• WHAT TO WORK ON
Set down every entry exactly as given. Pictures are to be left out.

• Saved entries
Content starts
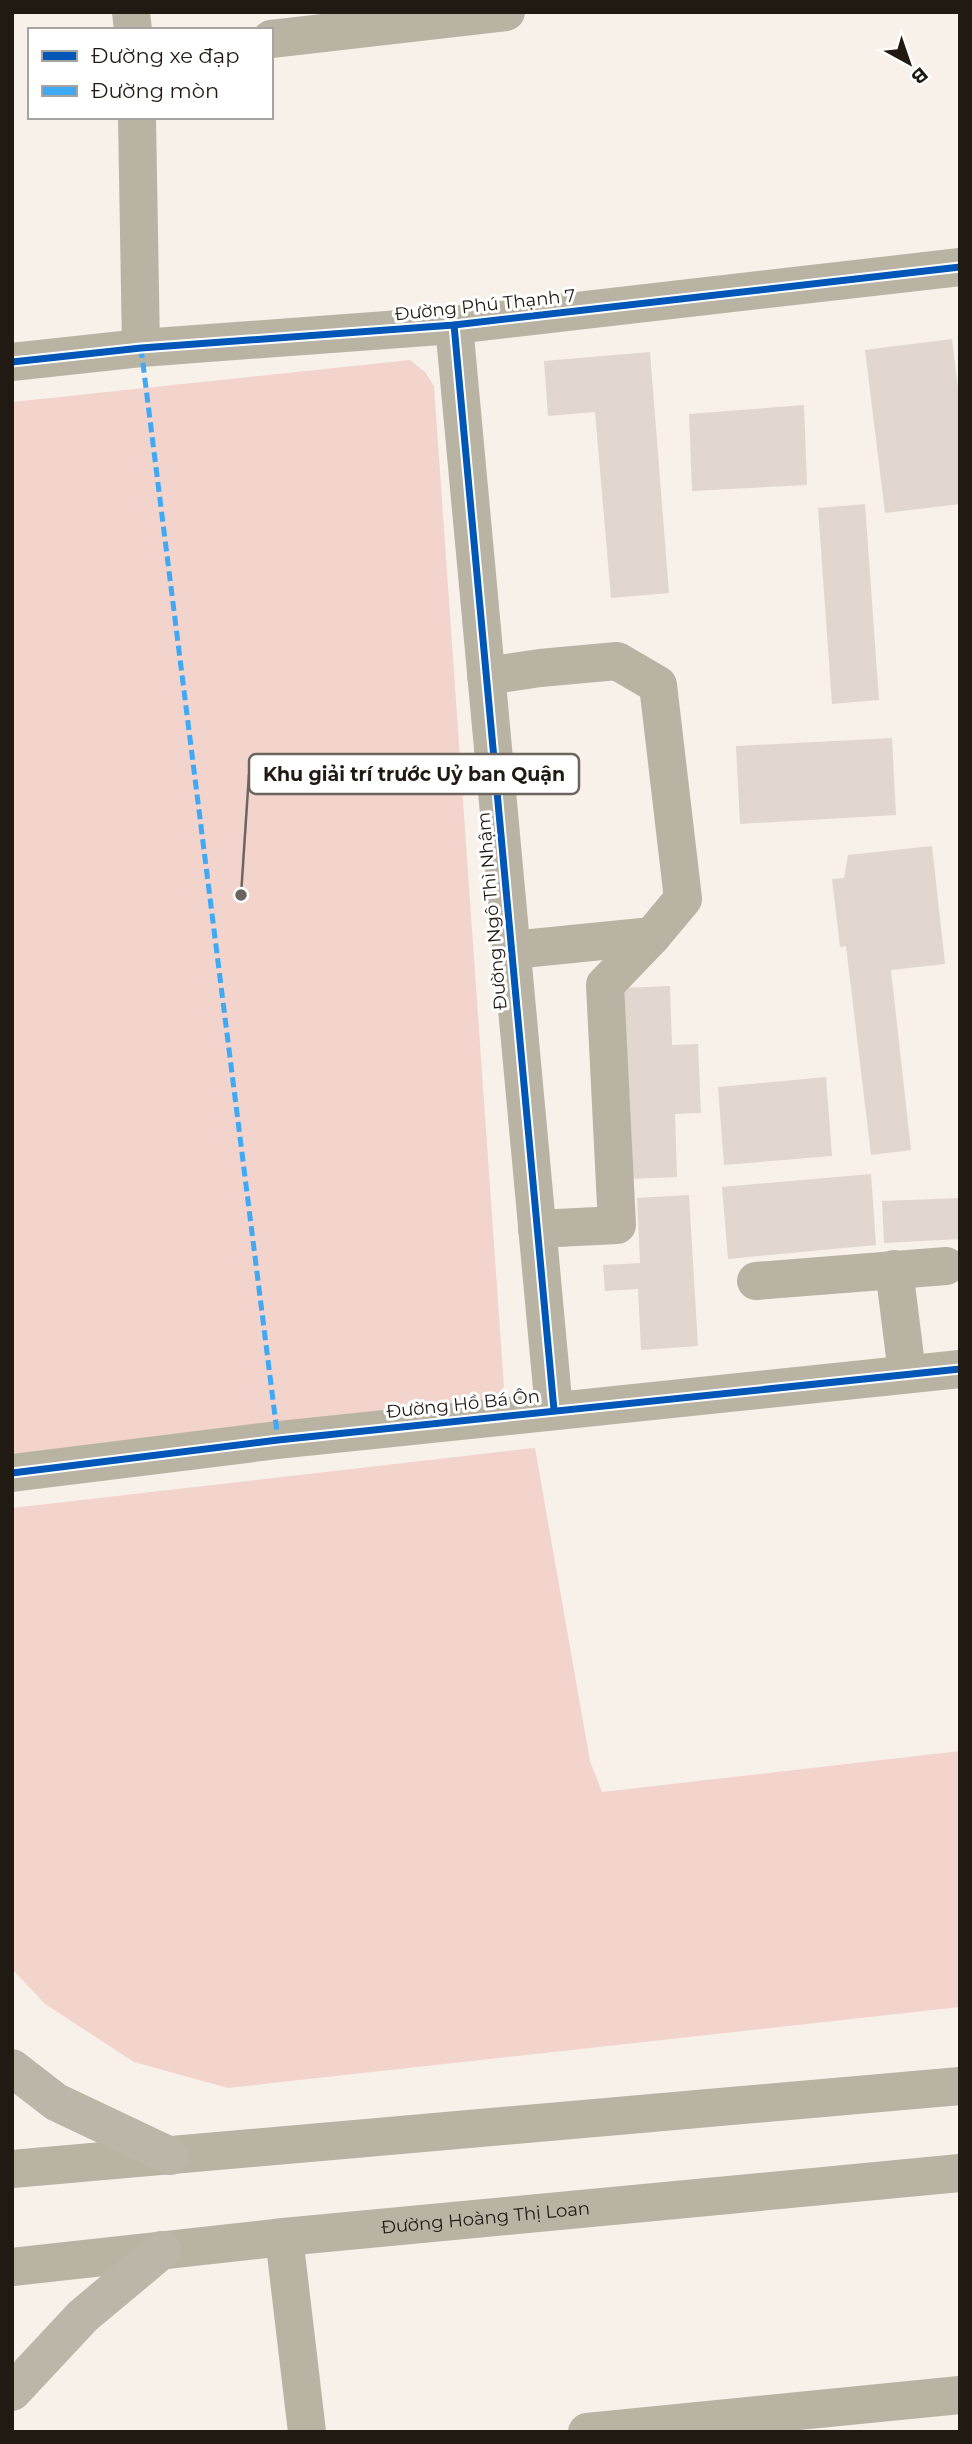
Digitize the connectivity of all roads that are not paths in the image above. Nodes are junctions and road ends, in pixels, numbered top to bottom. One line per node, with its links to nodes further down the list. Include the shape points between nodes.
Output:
1 (506, 12): 2 (street)
2 (273, 39)
3 (137, 119): 6 (street)
4 (960, 267): 5 (street, Đường Phú Thạnh 7)
5 (454, 325): 6 (street, Đường Phú Thạnh 7); 8 (street, Đường Ngô Thì Nhậm)
6 (141, 348): 7 (street, Đường Phú Thạnh 7)
7 (12, 362)
8 (486, 676): 9 (street, via 617,661 658,685 683,899); 10 (street, Đường Ngô Thì Nhậm)
9 (652, 936): 10 (street); 11 (street, via 605,985 617,1225)
10 (512, 950): 11 (street, Đường Ngô Thì Nhậm)
11 (537, 1229): 17 (street, Đường Ngô Thì Nhậm)
12 (946, 1266): 13 (street)
13 (894, 1269): 14 (street); 16 (street)
14 (756, 1281)
15 (960, 1369): 16 (street, Đường Hồ Bá Ôn)
16 (907, 1373): 17 (street, Đường Hồ Bá Ôn)
17 (554, 1410): 18 (street, Đường Hồ Bá Ôn)
18 (12, 1473)
19 (12, 2068): 21 (main road, via 56,2102)
20 (960, 2086): 21 (street)
21 (170, 2156): 22 (street)
22 (12, 2169)
23 (960, 2173): 24 (street, Đường Hoàng Thị Loan)
24 (284, 2237): 25 (street, Đường Hoàng Thị Loan); 30 (street)
25 (162, 2250): 26 (street, Đường Hoàng Thị Loan); 27 (main road, via 83,2316)
26 (12, 2267)
27 (12, 2392)
28 (960, 2395): 29 (street)
29 (593, 2431)
30 (307, 2432)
Content ends
• RESPONSE BOX
Digitize the connectivity of all roads that are not paths in the image above. Nodes are junctions and road ends, in pixels, numbered top to bottom. One line per node, with its links to nodes further down the list. Include the shape points between nodes.
Output:
1 (506, 12): 2 (street)
2 (273, 39)
3 (137, 119): 6 (street)
4 (960, 267): 5 (street, Đường Phú Thạnh 7)
5 (454, 325): 6 (street, Đường Phú Thạnh 7); 8 (street, Đường Ngô Thì Nhậm)
6 (141, 348): 7 (street, Đường Phú Thạnh 7)
7 (12, 362)
8 (486, 676): 9 (street, via 617,661 658,685 683,899); 10 (street, Đường Ngô Thì Nhậm)
9 (652, 936): 10 (street); 11 (street, via 605,985 617,1225)
10 (512, 950): 11 (street, Đường Ngô Thì Nhậm)
11 (537, 1229): 17 (street, Đường Ngô Thì Nhậm)
12 (946, 1266): 13 (street)
13 (894, 1269): 14 (street); 16 (street)
14 (756, 1281)
15 (960, 1369): 16 (street, Đường Hồ Bá Ôn)
16 (907, 1373): 17 (street, Đường Hồ Bá Ôn)
17 (554, 1410): 18 (street, Đường Hồ Bá Ôn)
18 (12, 1473)
19 (12, 2068): 21 (main road, via 56,2102)
20 (960, 2086): 21 (street)
21 (170, 2156): 22 (street)
22 (12, 2169)
23 (960, 2173): 24 (street, Đường Hoàng Thị Loan)
24 (284, 2237): 25 (street, Đường Hoàng Thị Loan); 30 (street)
25 (162, 2250): 26 (street, Đường Hoàng Thị Loan); 27 (main road, via 83,2316)
26 (12, 2267)
27 (12, 2392)
28 (960, 2395): 29 (street)
29 (593, 2431)
30 (307, 2432)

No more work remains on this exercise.